= 1947 Cook Islands Legislative Council election =

Legislative Council elections were held in the Cook Islands in 1947, the first after the establishment of the new legislature.

==Background==
The Cook Islands Legislative Council was formed following legislation passed in October 1946, and consisted of ten members indirectly elected by island councils (four from Rarotonga and six from smaller islands), ten civil servants appointed by the Governor-General of New Zealand and the Resident Commissioner, who was president of the council. The island councils were made partially elective, and the elected members of the councils were eligible to be candidates for election to the Legislative Council. It was intended that the elected European member of Rarotonga Island Council would automatically become the European member of the Legislative Council. However, the legislation published required the European member to be elected by indigenous members of the Island Council.

The island council elections took place in March. In Rarotonga there was a contested election for the European seat (which Europeans living anywhere in the Cook Islands could vote for) for the first time in several years; incumbent member Willie Watson defeated Stuart Kingan by 47 votes to 37, with all but two registered voters casting ballots.

==Results==
The elected members included one woman, Tararo Jane Ariki, ariki of Mauke island.

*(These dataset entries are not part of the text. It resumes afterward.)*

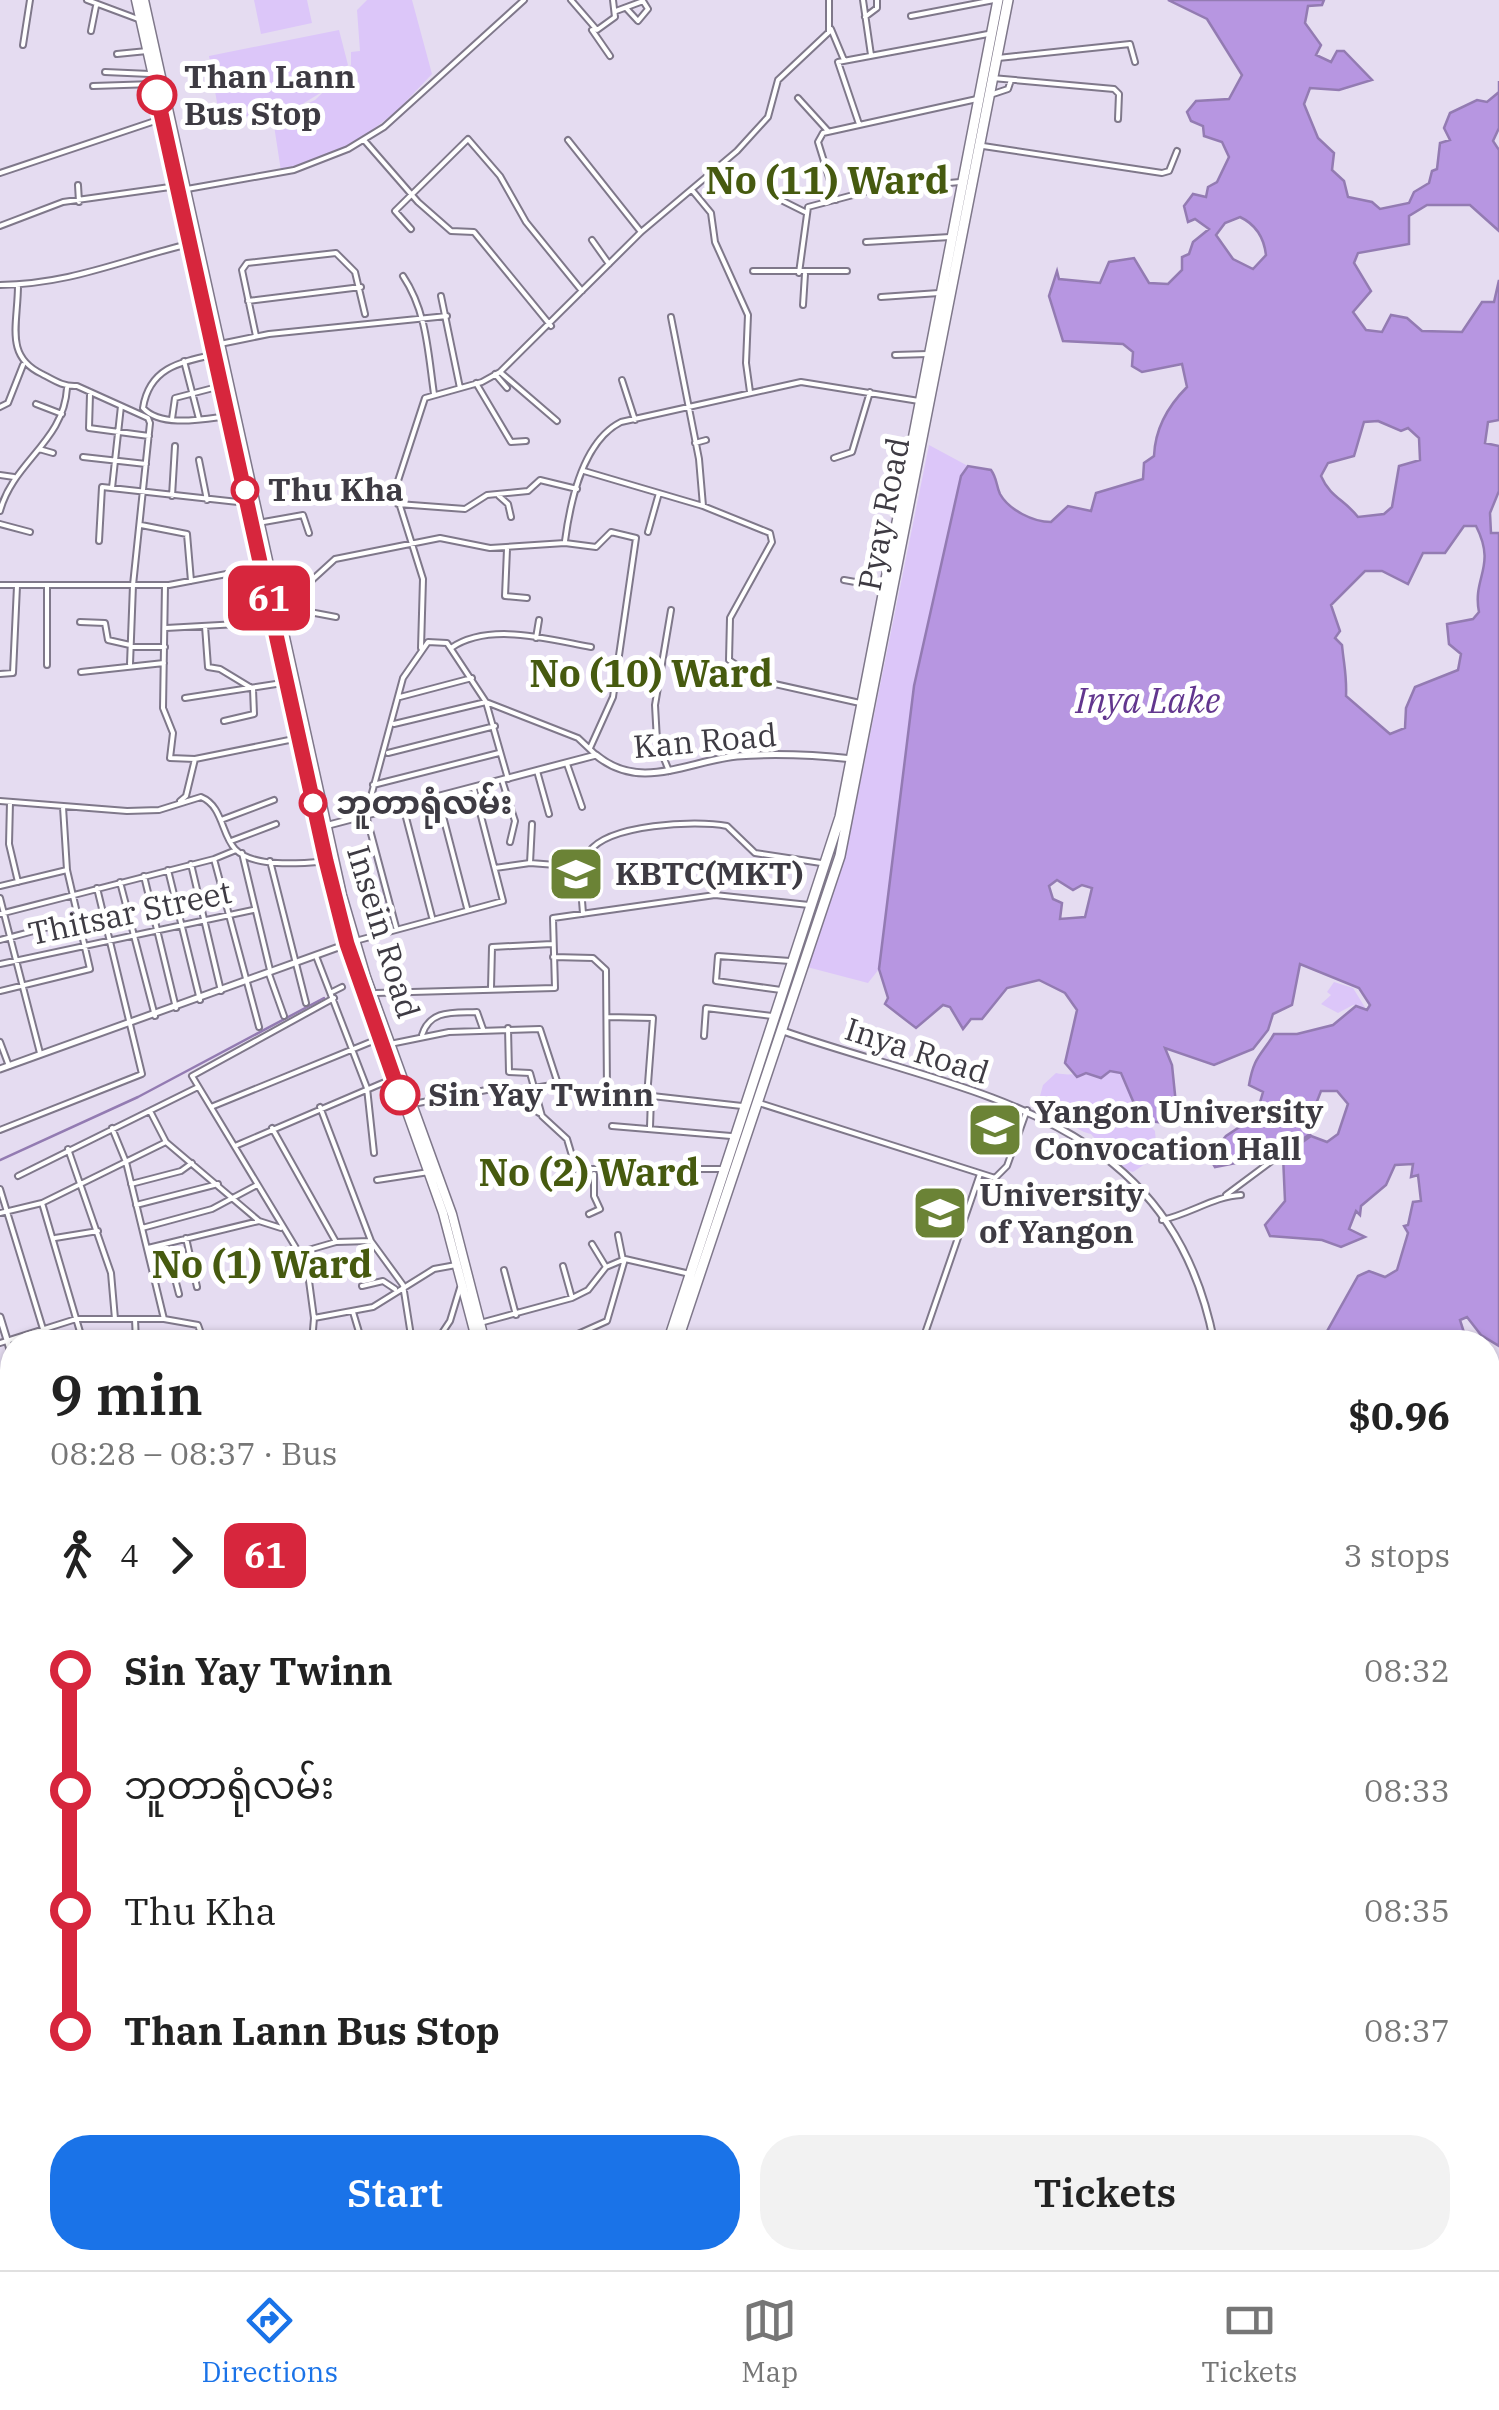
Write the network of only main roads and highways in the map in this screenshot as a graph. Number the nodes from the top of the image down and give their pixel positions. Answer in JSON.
{"nodes":[{"id":1,"x":136,"y":0,"type":"edge"},
{"id":2,"x":144,"y":0,"type":"edge"},
{"id":3,"x":997,"y":0,"type":"edge"},
{"id":4,"x":1008,"y":0,"type":"edge"},
{"id":5,"x":144,"y":18,"type":"junction"},
{"id":6,"x":991,"y":57,"type":"junction"},
{"id":7,"x":153,"y":61,"type":"junction"},
{"id":8,"x":985,"y":98,"type":"junction"},
{"id":9,"x":954,"y":233,"type":"junction"},
{"id":10,"x":215,"y":348,"type":"junction"},
{"id":11,"x":925,"y":402,"type":"junction"},
{"id":12,"x":257,"y":524,"type":"junction"},
{"id":13,"x":899,"y":539,"type":"junction"},
{"id":14,"x":274,"y":602,"type":"junction"},
{"id":15,"x":291,"y":681,"type":"junction"},
{"id":16,"x":855,"y":760,"type":"junction"},
{"id":17,"x":853,"y":774,"type":"junction"},
{"id":18,"x":322,"y":826,"type":"junction"},
{"id":19,"x":330,"y":860,"type":"junction"},
{"id":20,"x":813,"y":925,"type":"junction"},
{"id":21,"x":350,"y":942,"type":"junction"},
{"id":22,"x":776,"y":1017,"type":"junction"},
{"id":23,"x":783,"y":1030,"type":"junction"},
{"id":24,"x":769,"y":1040,"type":"junction"},
{"id":25,"x":0,"y":1070,"type":"edge"},
{"id":26,"x":398,"y":1077,"type":"junction"},
{"id":27,"x":474,"y":1330,"type":"edge"},
{"id":28,"x":482,"y":1330,"type":"edge"},
{"id":29,"x":670,"y":1330,"type":"edge"},
{"id":30,"x":682,"y":1330,"type":"edge"},
{"id":31,"x":1211,"y":1330,"type":"edge"}],
"edges":[{"from":1,"to":5,"type":"main road","name":"Insein Road"},
{"from":2,"to":5,"type":"main road","name":"Insein Road"},
{"from":3,"to":6,"type":"highway","name":"Pyay Road"},
{"from":4,"to":6,"type":"highway","name":"Pyay Road"},
{"from":5,"to":7,"type":"main road","name":"Insein Road"},
{"from":5,"to":7,"type":"main road","name":"Insein Road"},
{"from":6,"to":8,"type":"highway","name":"Pyay Road"},
{"from":6,"to":8,"type":"highway","name":"Pyay Road"},
{"from":7,"to":10,"type":"main road","name":"Insein Road"},
{"from":8,"to":9,"type":"highway","name":"Pyay Road"},
{"from":8,"to":9,"type":"highway","name":"Pyay Road"},
{"from":9,"to":11,"type":"highway","name":"Pyay Road"},
{"from":9,"to":11,"type":"highway","name":"Pyay Road"},
{"from":10,"to":12,"type":"main road","name":"Insein Road"},
{"from":10,"to":12,"type":"main road","name":"Insein Road"},
{"from":11,"to":13,"type":"highway","name":"Pyay Road"},
{"from":12,"to":14,"type":"main road","name":"Insein Road"},
{"from":13,"to":16,"type":"highway","name":"Pyay Road"},
{"from":13,"to":16,"type":"highway","name":"Pyay Road"},
{"from":14,"to":15,"type":"main road","name":"Insein Road"},
{"from":14,"to":15,"type":"main road","name":"Insein Road"},
{"from":15,"to":18,"type":"main road","name":"Insein Road"},
{"from":15,"to":18,"type":"main road","name":"Insein Road"},
{"from":16,"to":17,"type":"highway","name":"Pyay Road"},
{"from":16,"to":18,"type":"main road","name":"Kan Road"},
{"from":17,"to":20,"type":"highway","name":"Pyay Road"},
{"from":17,"to":20,"type":"highway","name":"Pyay Road"},
{"from":18,"to":19,"type":"main road","name":"Insein Road"},
{"from":19,"to":21,"type":"main road","name":"Insein Road"},
{"from":19,"to":21,"type":"main road","name":"Insein Road"},
{"from":20,"to":22,"type":"highway","name":"Pyay Road"},
{"from":20,"to":23,"type":"highway","name":"Pyay Road"},
{"from":21,"to":25,"type":"main road"},
{"from":21,"to":26,"type":"main road","name":"Insein Road"},
{"from":21,"to":26,"type":"main road","name":"Insein Road"},
{"from":22,"to":23,"type":"main road"},
{"from":22,"to":24,"type":"highway","name":"Pyay Road"},
{"from":23,"to":24,"type":"main road"},
{"from":23,"to":30,"type":"highway","name":"Pyay Road"},
{"from":23,"to":31,"type":"main road","name":"Inya Road"},
{"from":24,"to":29,"type":"highway","name":"Pyay Road"},
{"from":26,"to":27,"type":"main road","name":"Insein Road"},
{"from":26,"to":28,"type":"main road","name":"Insein Road"}]}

| Island | Elected members |
| Aitutaki | Norman Mitchell |
| Atiu | Rangematane Maka Kea Ariki |
| Mangaia | Mateke John Trego Ariki |
| Manihiki | Tihau Nabala |
| Mauke | Tararo Jane Ariki |
| Penrhyn | Akatapuria |
| Rarotonga | Makea George Pa Karika Ariki |
Piri Tekamu Maoate
Ua Turua
Willie Watson
Source: Pacific Islands Monthly

The official members included the Acting Resident Agent of Aitutaki, the Chief Medical Officer, the Director of Agriculture, the Education Officer, the Resident Agents of Atiu, Mangaia, Mauke, Penrhyn and Rakahanga, and the Treasurer.

==Aftermath==
The newly elected Council met for the first time on 5 November 1947.